Dans ce sens, le commentaire ne correspond plus à une simple fonctionnalité permettant d’exprimer une opinion, un avis ou une position, mais prend la forme d’un moyen d’émancipation, voire d’un engagement politique ou citoyen.

La Tunisie : un exemple ?

Les réseaux socionumériques, qui mettent en avant des mécanismes communicationnels centrés surtout sur le partage, l’implication sociale et la participation citoyenne, permettent le rassemblement de millions d’internautes sous forme de communautés connectées, d’où la naissance de ces campagnes de hashtagging.

Celles-ci incluent des manifestants potentiels supplémentaires qui s’ajoutent aux militants d’autrefois et qui en constituent parfois le prolongement. Cette forme nouvelle de militantisme prend une dimension socionumérique puisqu’elle repose sur l’implication et l’engagement sociaux, d’une part, et, d’autre part, sur les interactions et les usages et pratiques numériques. Ce phénomène a tout d’abord été observé aux Etats-Unis, mais se rapporte peu à peu à tous les pays d’Europe, et du monde entier.

D’ailleurs, la «révolution tunisienne» de 2011 s’est présentée comme l’un des cas où l’implication de ces plateformes dans l’engagement social et politique a fait l’engouement des chercheurs et de la communauté scientifique.

Dans ce contexte, et notamment avant et durant les événements du 14 janvier 2011, les TIC ont joué un rôle important dans la circulation de l’information et dans la formation d’espace public alternatif, pour se substituer aux médias traditionnels offrant liberté d’expression et relais de voix dissidentes et opposantes en dépit de la censure.

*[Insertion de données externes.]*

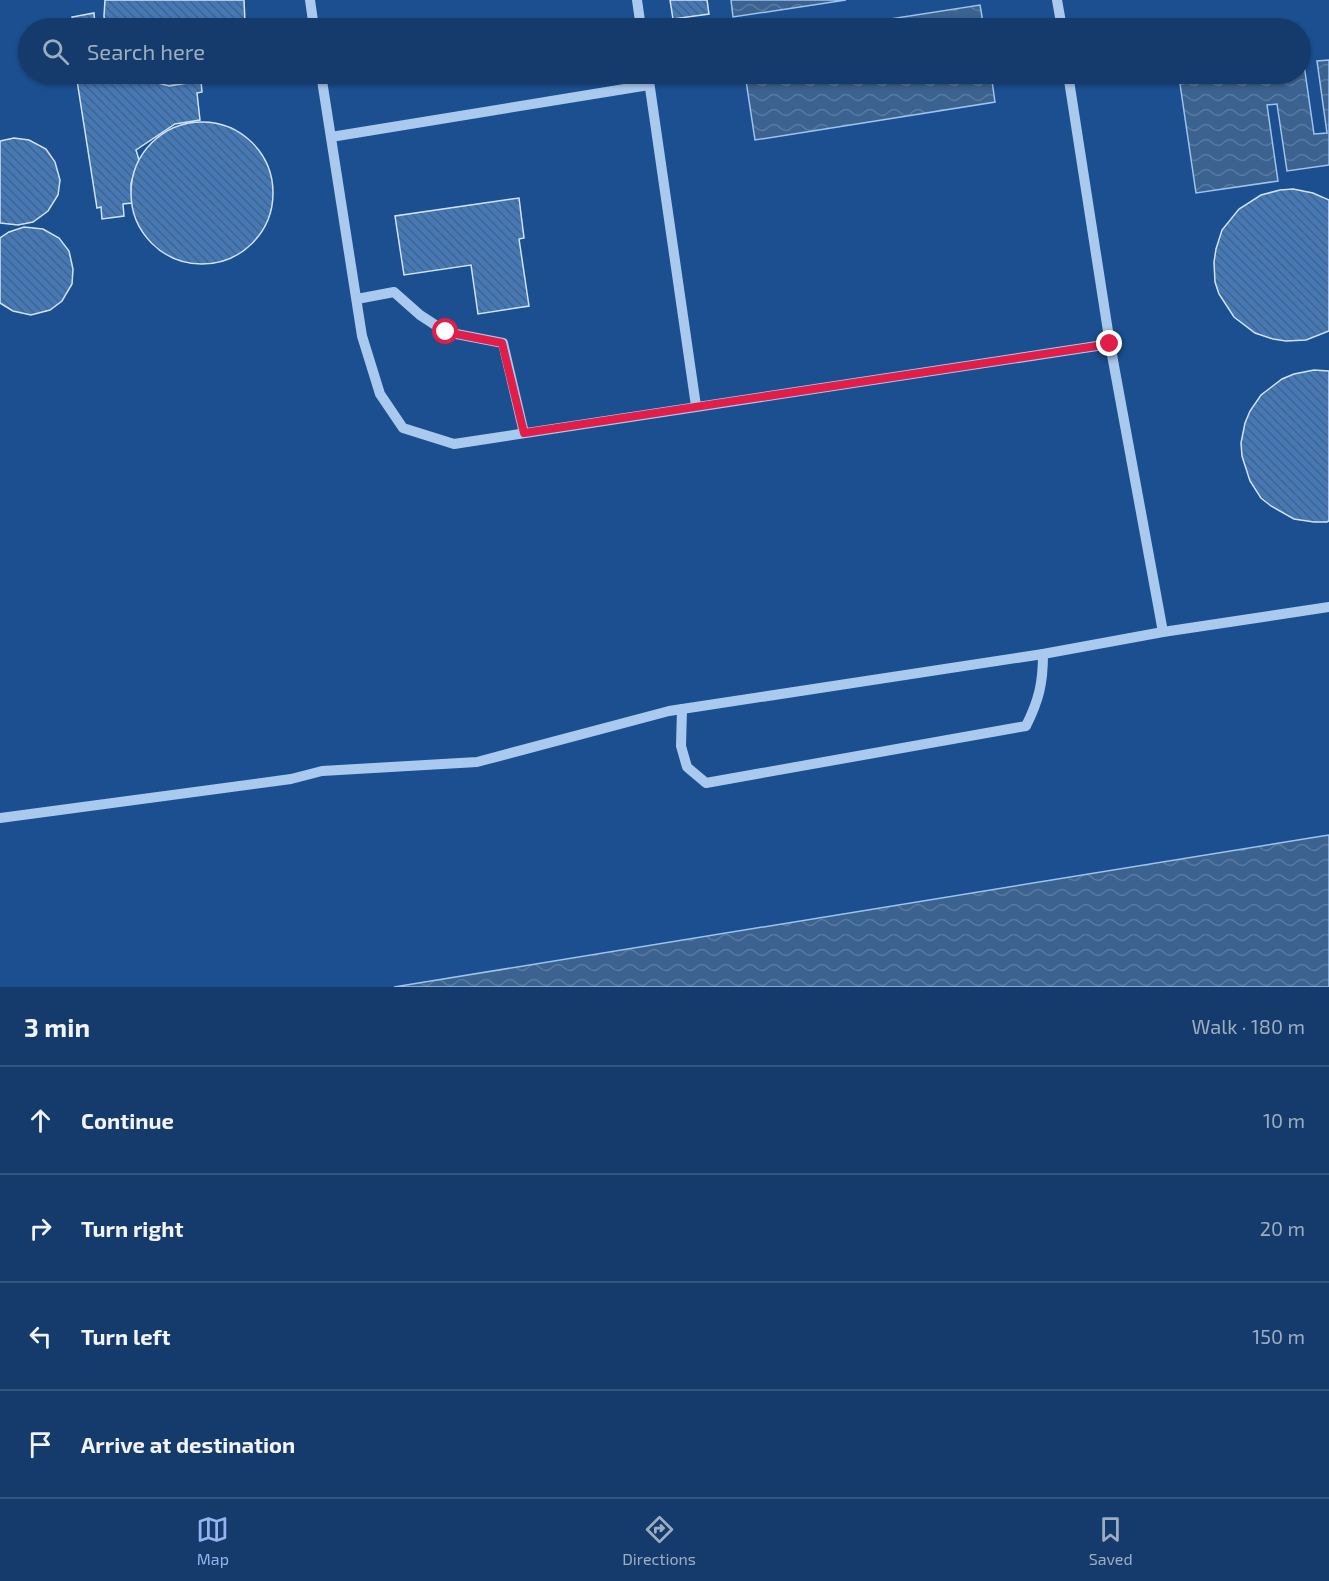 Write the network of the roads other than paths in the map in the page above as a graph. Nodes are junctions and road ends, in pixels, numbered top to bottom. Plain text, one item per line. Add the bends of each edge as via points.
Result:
1 (310, 0) edge
2 (637, 0) edge
3 (1057, 0) edge
4 (313, 18) edge
5 (640, 18) edge
6 (1060, 18) edge
7 (323, 84) edge
8 (620, 84) edge
9 (649, 84) edge
10 (1070, 84) edge
11 (331, 136) junction
12 (357, 299) junction
13 (1110, 344) junction
14 (696, 406) junction
15 (524, 433) junction
16 (1329, 607) edge
17 (1163, 632) junction
18 (1042, 654) junction
19 (682, 709) junction
20 (0, 818) edge

1 - 4 lane
2 - 5 lane
3 - 6 lane
7 - 11 lane
8 - 11 lane
9 - 14 lane
10 - 13 lane
11 - 12 lane
12 - 15 lane via 394,292 446,332 502,343
12 - 15 lane via 362,336 380,394 403,428 454,444
13 - 14 lane
13 - 17 lane
14 - 15 lane
16 - 17 lane
17 - 18 lane
18 - 19 lane
18 - 19 lane via 1043,677 1037,704 1026,726 706,783 687,766 681,747
19 - 20 lane via 477,762 322,771 291,779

Pendant ce temps, les médias ont perdu tout contrôle sur les mécanismes d’information des publics, et ont été en perpétuelle dépendance aux contenus amateurs diffusés sur ces réseaux.

Si Internet, Facebook et Youtube notamment ont joué un rôle remarquable dans l’évolution du militantisme en Tunisie en donnant un espace d’expression à ceux qui en étaient privés, en permettant à d’autres de se sentir citoyens et acteurs impliqués dans les vie politique, le rôle des médias traditionnels, longtemps évoluant sous l’emprise du pouvoir, était marginalisé, ils n’étaient plus au-devant de la scène nationale.